Implications of Galactic Navigation

An ETI hypothesis has played around the idea of pulsars from the beginning, with a brief interest in extraterrestrial technologies leading to the objects being nicknamed ‘LGM stars,’ for ‘Little Green Men.’ But as Vidal explains, models explaining pulsar behavior are available that invoke nothing but natural processes. It’s fascinating to see that Italian astrophysicist Franco Pacini predicted pulsars based on his studies of neutron stars some months before their discovery was announced by Jocelyn Bell and Anthony Hewish in 1967. Vidal goes on to say:

Pacini’s and [Thomas] Gold’s models were the very first modeling attempts. Pulsar astronomy has immensely progressed since then, and pulsars display a phenomenology that requires much more advanced models (see the section Pulsar behavior). There is no single unified pulsar model that can explain all the variety of observations… nobody predicted that our Galaxy would host some pulsars with pulsations rivaling atomic clocks in stability, or that their distribution would make them useful for an out-of-the-spiral galactic navigation system.

It’s a system we’ve begun to explore because of the need for autonomous navigation, in which a spacecraft is capable of navigating without recourse to resources on Earth or in nearby space. Homing in on millisecond pulsars (MSPs) as a unique subset of the broader population of pulsars, Vidal asks what observable predictions we might make that could help us distinguish natural phenomena from artificial. Galactic distribution turns out to be one such marker.

The distribution of MSPs is isotropic, while normal pulsars appear to be concentrated in the galactic plane. Because they are formed in binary systems, this distribution of MSPs causes us to ask why there would be more binary star systems outside the galactic disk than in it.
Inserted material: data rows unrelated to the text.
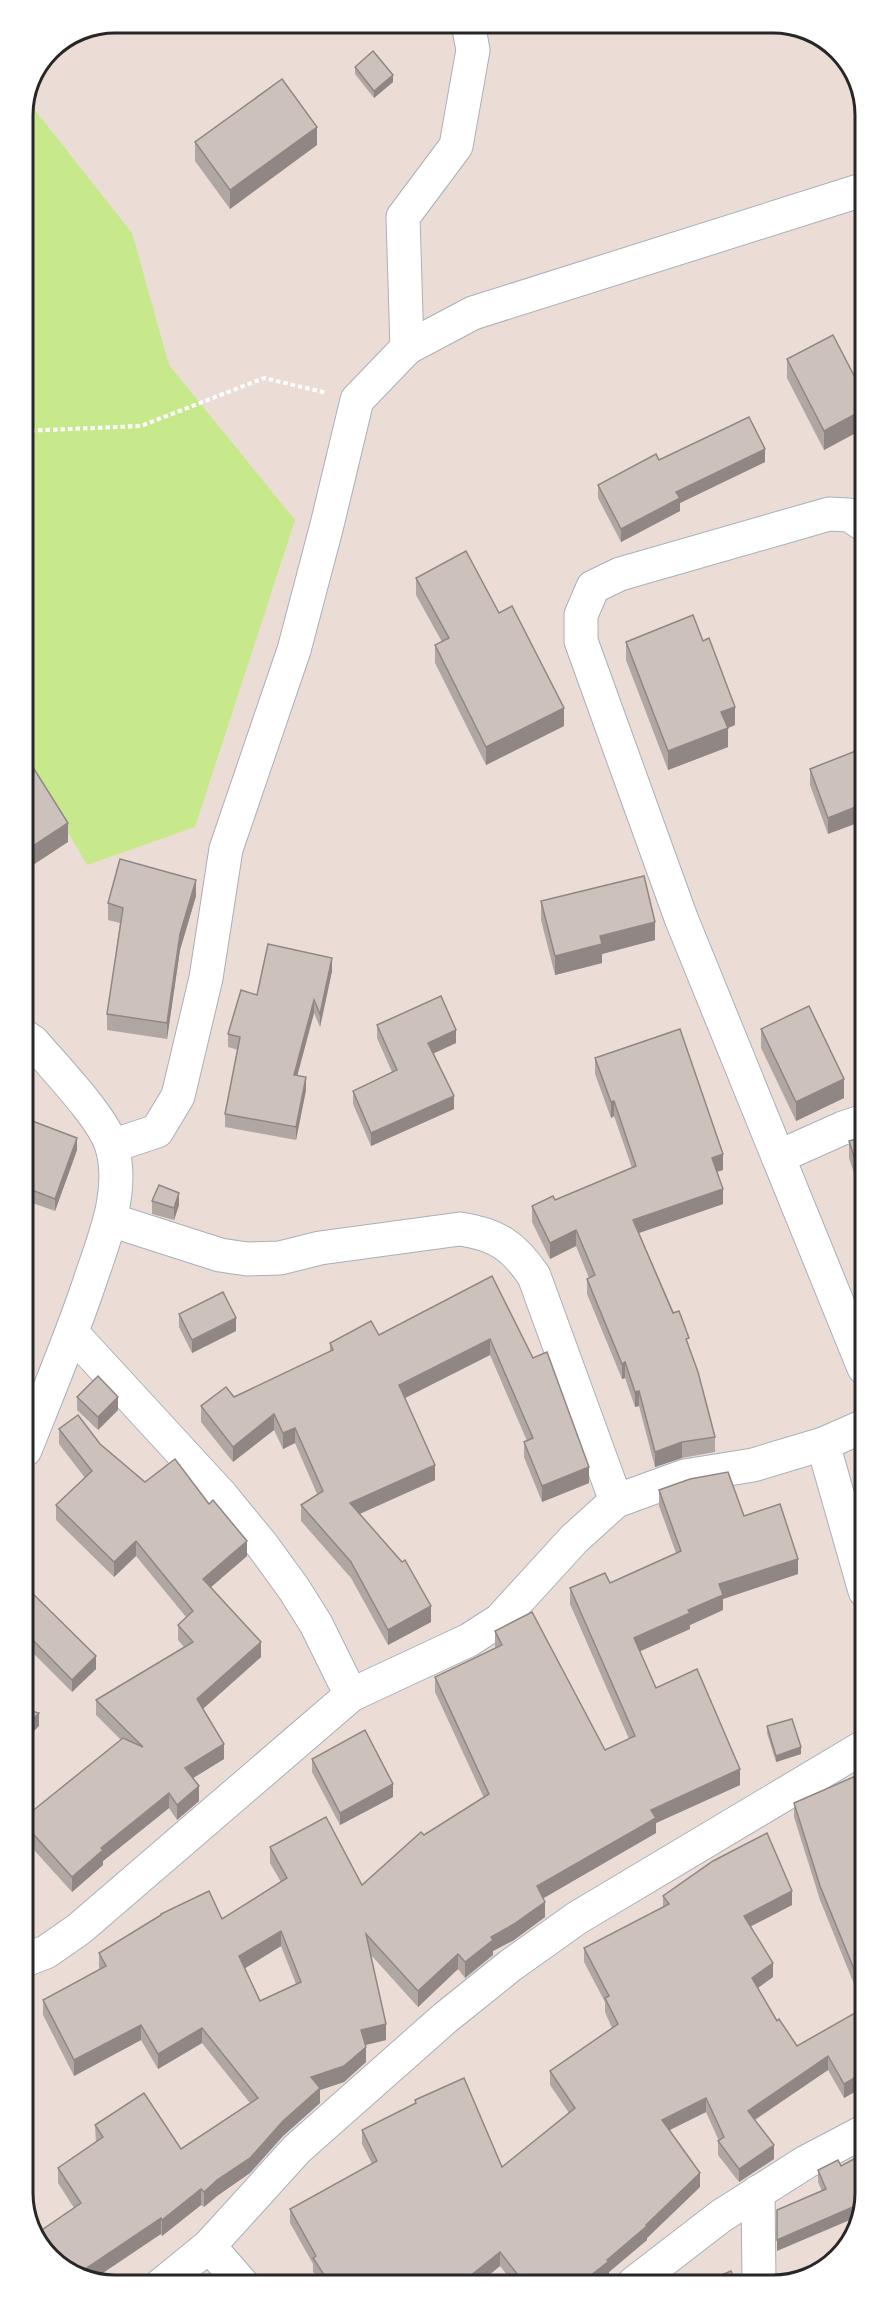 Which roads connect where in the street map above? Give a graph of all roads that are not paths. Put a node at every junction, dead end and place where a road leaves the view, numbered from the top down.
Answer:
1 (470, 33) edge
2 (855, 192) edge
3 (407, 348) junction
4 (855, 519) edge
5 (33, 1042) edge
6 (855, 1124) edge
7 (112, 1146) junction
8 (778, 1157) junction
9 (111, 1220) junction
10 (72, 1333) junction
11 (855, 1346) edge
12 (33, 1430) edge
13 (855, 1430) edge
14 (823, 1444) junction
15 (616, 1501) junction
16 (855, 1557) edge
17 (351, 1695) junction
18 (855, 1752) edge
19 (33, 1957) edge
20 (855, 2136) edge
21 (758, 2193) junction
22 (209, 2246) junction
23 (174, 2275) edge
24 (234, 2275) edge
25 (644, 2275) edge
26 (759, 2275) edge

1 - 3 street
2 - 3 street
3 - 7 street
4 - 8 street
5 - 7 street
6 - 8 street
7 - 9 street
8 - 11 street
9 - 10 street
9 - 15 street
10 - 12 street
10 - 17 street
13 - 14 street
14 - 15 street
14 - 16 street
15 - 17 street
17 - 19 street
18 - 22 street
20 - 21 street
21 - 25 street
21 - 26 street
22 - 23 street
22 - 24 street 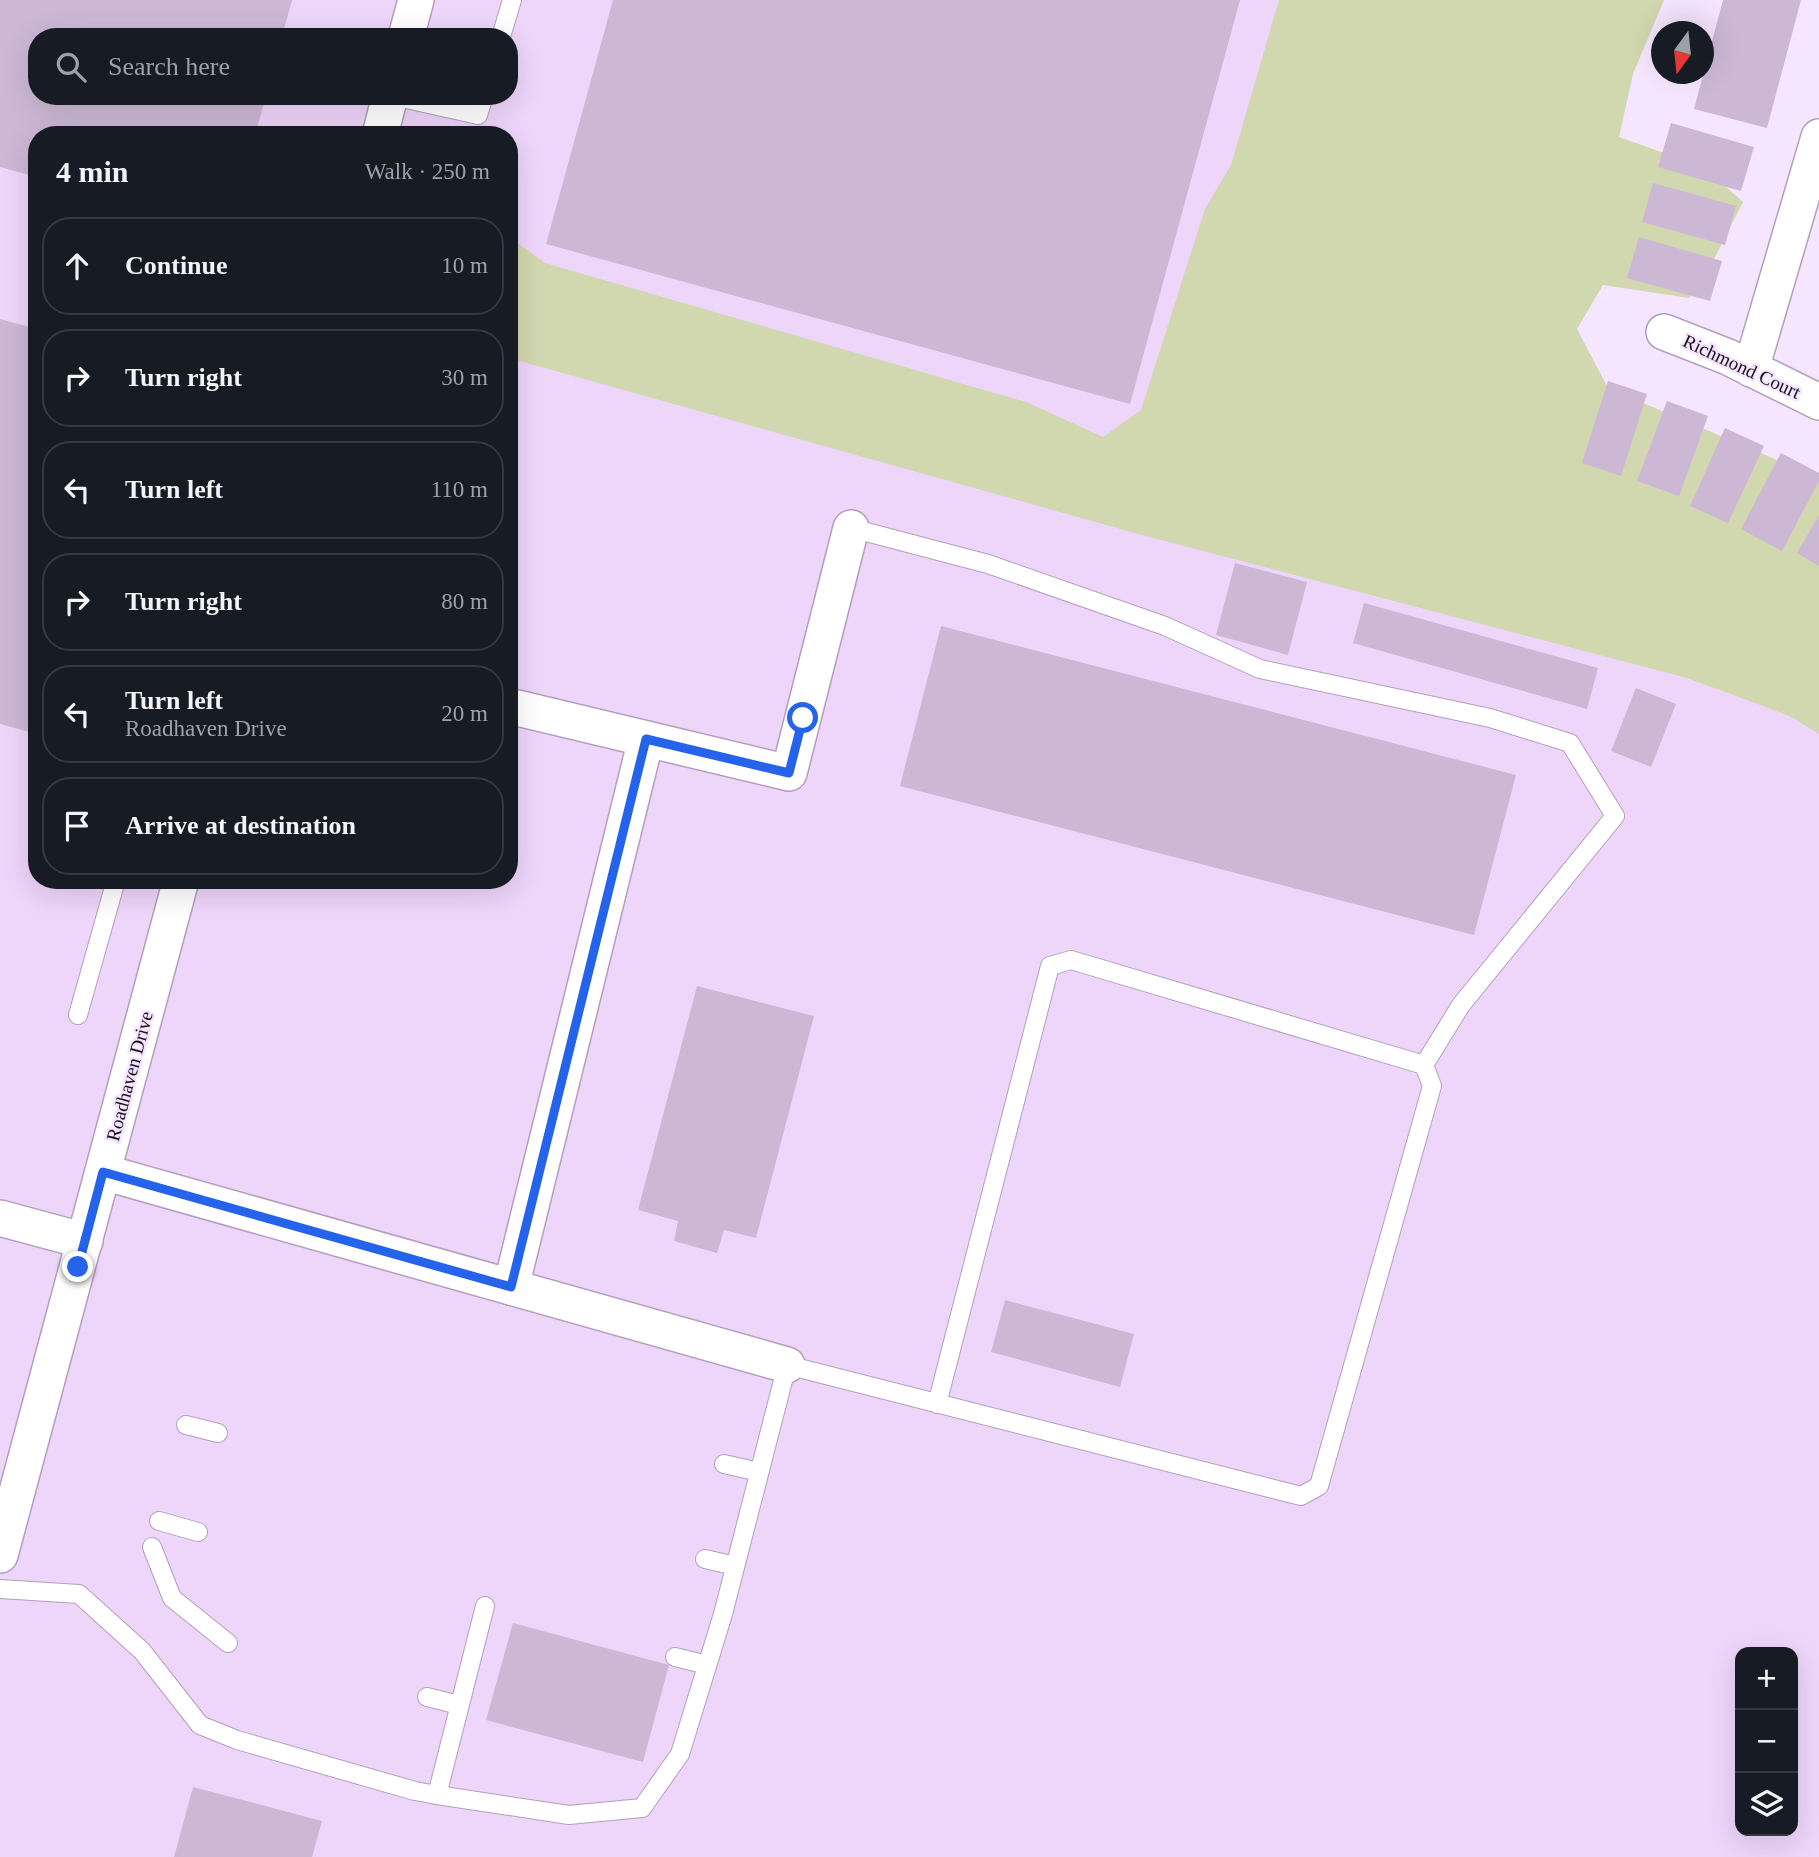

Image: Figure 7 from the Vidal paper. Caption: The distribution of MSPs in Galactic coordinates, excluding those in globular clusters. Binary MSPs are shown by open circles. From Lyne & Graham-Smith (2012, 116). Credit: Clément Vidal.

Bear in mind that while pulsar navigation became an early topic, proposed as far back as 1974 by JPL’s George Downs, it was the proposal to use X-ray pulsars instead of radio pulsars (Chester and Butman, 1981) that demonstrated both improved accuracy and the ability to use the kind of small detectors that would be feasible for inclusion in a spacecraft payload.

The discovery of X-ray millisecond pulsars shortly thereafter illustrated the difference between ‘normal’ pulsars and MSPs (for more on this, see Duncan Lorimer’s “Binary and Millisecond Pulsars,” Living Reviews in Relativity December 2008, 11:8; abstract here). Although there is much to say about this issue, for now keep in mind the key difference noted above: MSPs accrete matter from a companion. They are generally found in binary systems.

Now we enter the realm of prediction. If there is a case to be made for MSPs as evidence of engineering, we would expect them to be distributed in ways that would appear non-random. We would expect few redundancies in their coverage areas, and in terms of their numbers, there should be enough for galactic navigation but not necessarily more. Moreover, we would expect artificial navigation sources like X-ray millisecond pulsars to beam preferentially in the galactic plane. If we do not find these things, the astrophysical model is supported.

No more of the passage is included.